Indeed, caution is mandatory in the prescription of menopausal hormone therapy (MHT), owing to that MA, especially, is[RN1] an established marker of roughly a double risk of ischemic stroke (IS). Younger menopausal age and a high frequency of MA attacks increase the risk of IS. However, the hypothetical increased risk of cardiac vascular events remains questionable in migraine sufferers [3[RN2] ].

In the context of menopause medicine, there are no absolute contraindications to the use of MHT for symptomatic women with MA. However, clinicians should consider the cardio-vascular and metabolic profile, as well as MA disease activity at menopause and beyond [2, 4, 5]. MHT in perimenopausal patients with MA has been associated with an increase in pain severity and visual auras. Moreover, estrogen users report greater use of anti-migraine preparations than nonusers and current MHT use is associated with higher rates of migraine compared with no use. Prescribing the lowest effective dose of estrogen seems to prevent this undesired effect, bearing in mind that if aura starts for the first time in a woman with no history of migraine, a neurological consultation is mandatory. If aura becomes more frequent or starts again after a long period of remission in a previous migraine sufferer, the indication is to reassess cardiovascular and metabolic risk factors and to stop estrogen for clinical re-evaluation.

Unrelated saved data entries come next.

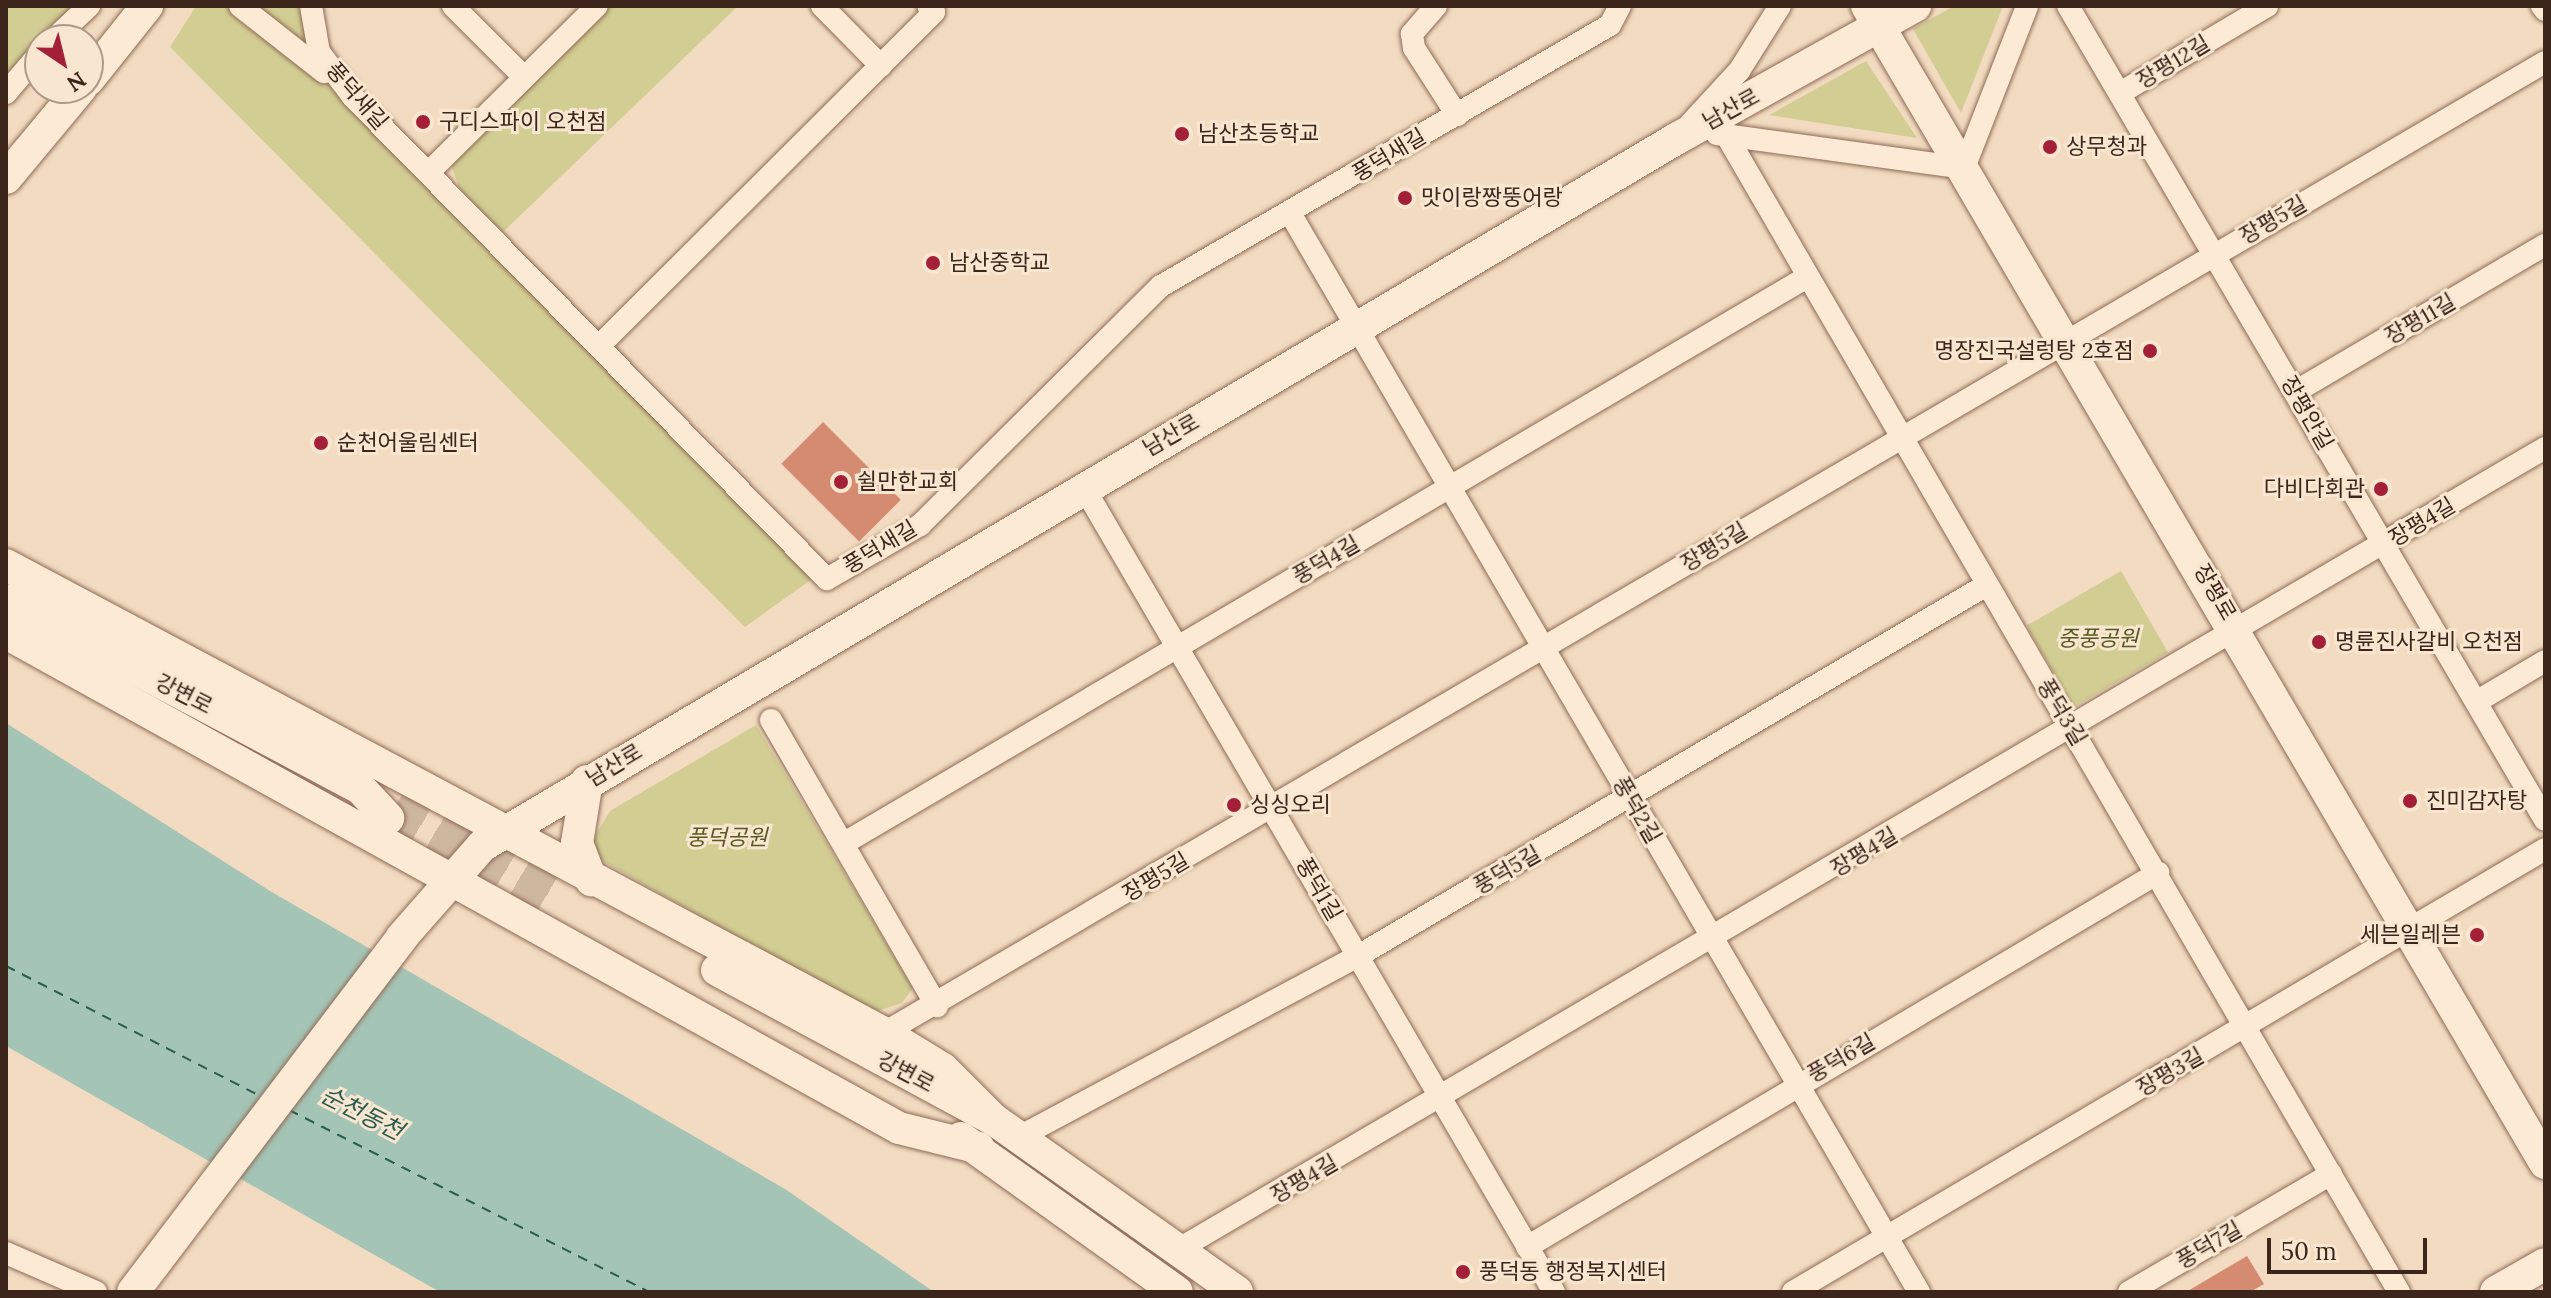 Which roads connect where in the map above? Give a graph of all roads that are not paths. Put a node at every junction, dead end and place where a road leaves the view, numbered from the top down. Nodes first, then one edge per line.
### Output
1 (89, 6) edge
2 (147, 6) edge
3 (240, 6) edge
4 (311, 6) edge
5 (453, 6) edge
6 (597, 6) edge
7 (822, 6) edge
8 (928, 6) edge
9 (1436, 6) edge
10 (1620, 6) edge
11 (1780, 6) edge
12 (1915, 6) edge
13 (2027, 6) edge
14 (2068, 6) edge
15 (2267, 6) edge
16 (1874, 15) edge
17 (259, 19) junction
18 (70, 24) edge
19 (104, 60) edge
20 (2545, 62) edge
21 (881, 66) junction
22 (14, 74) edge
23 (524, 77) junction
24 (6, 93) edge
25 (2120, 93) junction
26 (353, 97) junction
27 (68, 104) edge
28 (1457, 115) junction
29 (1725, 133) junction
30 (1676, 139) junction
31 (1964, 168) junction
32 (429, 172) junction
33 (6, 178) edge
34 (1290, 213) junction
35 (2545, 245) edge
36 (2214, 254) junction
37 (1807, 277) junction
38 (1354, 327) junction
39 (2067, 340) junction
40 (601, 344) junction
41 (2295, 392) junction
42 (1901, 438) junction
43 (2545, 448) edge
44 (1083, 486) junction
45 (1448, 488) junction
46 (2384, 544) junction
47 (6, 565) edge
48 (1985, 586) junction
49 (6, 600) edge
50 (2238, 632) junction
51 (6, 633) edge
52 (1179, 646) junction
53 (1543, 649) junction
54 (2545, 661) edge
55 (2476, 702) junction
56 (771, 720) dead end
57 (2072, 729) junction
58 (587, 781) junction
59 (1630, 798) junction
60 (395, 807) tunnel mouth
61 (1271, 809) junction
62 (2545, 820) edge
63 (503, 832) junction
64 (846, 842) junction
65 (2545, 849) edge
66 (2158, 873) junction
67 (591, 880) junction
68 (447, 883) junction
69 (2413, 930) junction
70 (1714, 941) junction
71 (1358, 956) junction
72 (937, 1006) junction
73 (2246, 1027) junction
74 (884, 1033) junction
75 (1797, 1084) junction
76 (1440, 1102) junction
77 (1006, 1128) junction
78 (979, 1148) junction
79 (2545, 1163) edge
80 (2331, 1174) junction
81 (1887, 1237) junction
82 (1527, 1247) junction
83 (1179, 1249) junction
84 (6, 1253) edge
85 (2545, 1264) edge
86 (96, 1292) edge
87 (133, 1292) edge
88 (1177, 1292) edge
89 (1237, 1292) edge
90 (1554, 1292) edge
91 (1793, 1292) edge
92 (1919, 1292) edge
93 (2129, 1292) edge
94 (2399, 1292) edge
95 (2496, 1292) edge

1 - 18 street
2 - 19 main road
3 - 17 street
4 - 17 street
4 - 26 street, 풍덕새길
5 - 23 street
6 - 23 street
7 - 21 street
8 - 21 street
9 - 28 street
10 - 28 street, 풍덕새길
11 - 30 street
12 - 16 main road, 남산로
13 - 31 street
14 - 25 street, 장평안길
15 - 25 street, 장평12길
16 - 30 main road, 남산로
16 - 31 main road, 장평로
17 - 26 street
20 - 36 street, 장평5길
21 - 40 street
22 - 24 street
23 - 32 street
25 - 36 street, 장평안길
26 - 32 street, 풍덕새길
27 - 33 main road
28 - 34 street, 풍덕새길
29 - 30 street
29 - 31 street
29 - 37 street, 풍덕3길
30 - 38 main road, 남산로
31 - 39 main road, 장평로
32 - 40 street, 풍덕새길
34 - 38 street, 풍덕2길
34 - 40 street, 풍덕새길
35 - 41 street, 장평11길
36 - 39 street, 장평5길
36 - 41 street, 장평안길
37 - 42 street, 풍덕3길
37 - 45 street, 풍덕4길
38 - 44 main road, 남산로
38 - 45 street, 풍덕2길
39 - 42 street, 장평5길
39 - 50 main road, 장평로
41 - 46 street, 장평안길
42 - 48 street, 풍덕3길
42 - 53 street, 장평5길
43 - 46 street, 장평4길
44 - 52 street, 풍덕1길
44 - 58 main road, 남산로
45 - 52 street, 풍덕4길
45 - 53 street, 풍덕2길
46 - 50 street, 장평4길
46 - 55 street, 장평안길
47 - 63 main road
48 - 57 street, 풍덕3길
48 - 59 street, 풍덕5길
49 - 60 main road, 강변로
50 - 57 street, 장평4길
50 - 69 main road, 장평로
51 - 68 main road
52 - 61 street, 풍덕1길
52 - 64 street, 풍덕4길
53 - 59 street, 풍덕2길
53 - 61 street, 장평5길
54 - 55 street
55 - 62 street, 장평안길
56 - 64 street
57 - 66 street, 풍덕3길
57 - 70 street, 장평4길
58 - 63 main road, 남산로
58 - 67 main road
59 - 70 street, 풍덕2길
59 - 71 street, 풍덕5길
61 - 71 street, 풍덕1길
61 - 72 street, 장평5길
63 - 67 main road
63 - 68 main road, 남산로
64 - 72 street
65 - 69 street, 장평3길
66 - 73 street, 풍덕3길
66 - 75 street, 풍덕6길
67 - 74 main road
68 - 78 main road
68 - 87 main road, 남산로
69 - 73 street, 장평3길
69 - 79 main road, 장평로
70 - 75 street, 풍덕2길
70 - 76 street, 장평4길
71 - 76 street, 풍덕1길
71 - 77 street, 풍덕5길
72 - 74 street, 장평5길
73 - 80 street, 풍덕3길
73 - 81 street, 장평3길
74 - 77 main road
75 - 81 street, 풍덕2길
75 - 82 street, 풍덕6길
76 - 82 street, 풍덕1길
76 - 83 street, 장평4길
77 - 78 main road, 강변로
77 - 83 main road, 강변로
78 - 88 main road, 강변로
80 - 93 street, 풍덕7길
80 - 94 street, 풍덕3길
81 - 91 street, 장평3길
81 - 92 street, 풍덕2길
82 - 90 street, 풍덕1길
83 - 89 main road, 강변로
84 - 86 street
85 - 95 main road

In non-hysterectomized women with MA, who require endometrial protection, the best MHT option should aim at 1) stabilizing estrogenic fluctuations, 2) avoiding “estrogen withdrawal” and 3) achieving amenorrhea by using continuous combined estrogen-progestin regimens. Transdermal estrogens should be favoured as they avoid the “first pass” liver metabolism. The low metabolic and prothrombotic impact is relevant not only for the clinical management of MA but also given the higher cardiovascular and cerebrovascular risk in these postmenopausal women. Progestins with low metabolic impact such as micronized natural progesterone are preferred for safety reasons. A levonorgestrel intrauterine system as a continuous progestogen component of MHT may also be used.

In conclusion, MHT use in women with MA is possible and safe by tailoring the best estrogen-progestin combination at the lowest dose to manage menopausal symptoms effectively and to contain MA disability and potential associated-risk.


  1. Nappi RE, Berga SL. Migraine and reproductive life. Handb Clin Neurol. 2010;97:303-22.
  2. MacGregor EA. Perimenopausal migraine in women with vasomotor symptoms. Maturitas. 2012;71(1):79-82.
  3. Mawet J, Kurth T, Ayata C. Migraine and stroke: in search of shared mechanisms. Cephalalgia. 2015;35(2):165-81.
  4. Ibrahimi K, Couturier EG, Maassen Van Den Brink A. Migraine and perimenopause. Maturitas. 2014;78(4):277-80.
  5. Nappi RE, Sances G, Detaddei S, Ornati A, Chiovato L, Polatti F. Hormonal management of migraine at menopause. Menopause Int. 2009;15(2):82-6.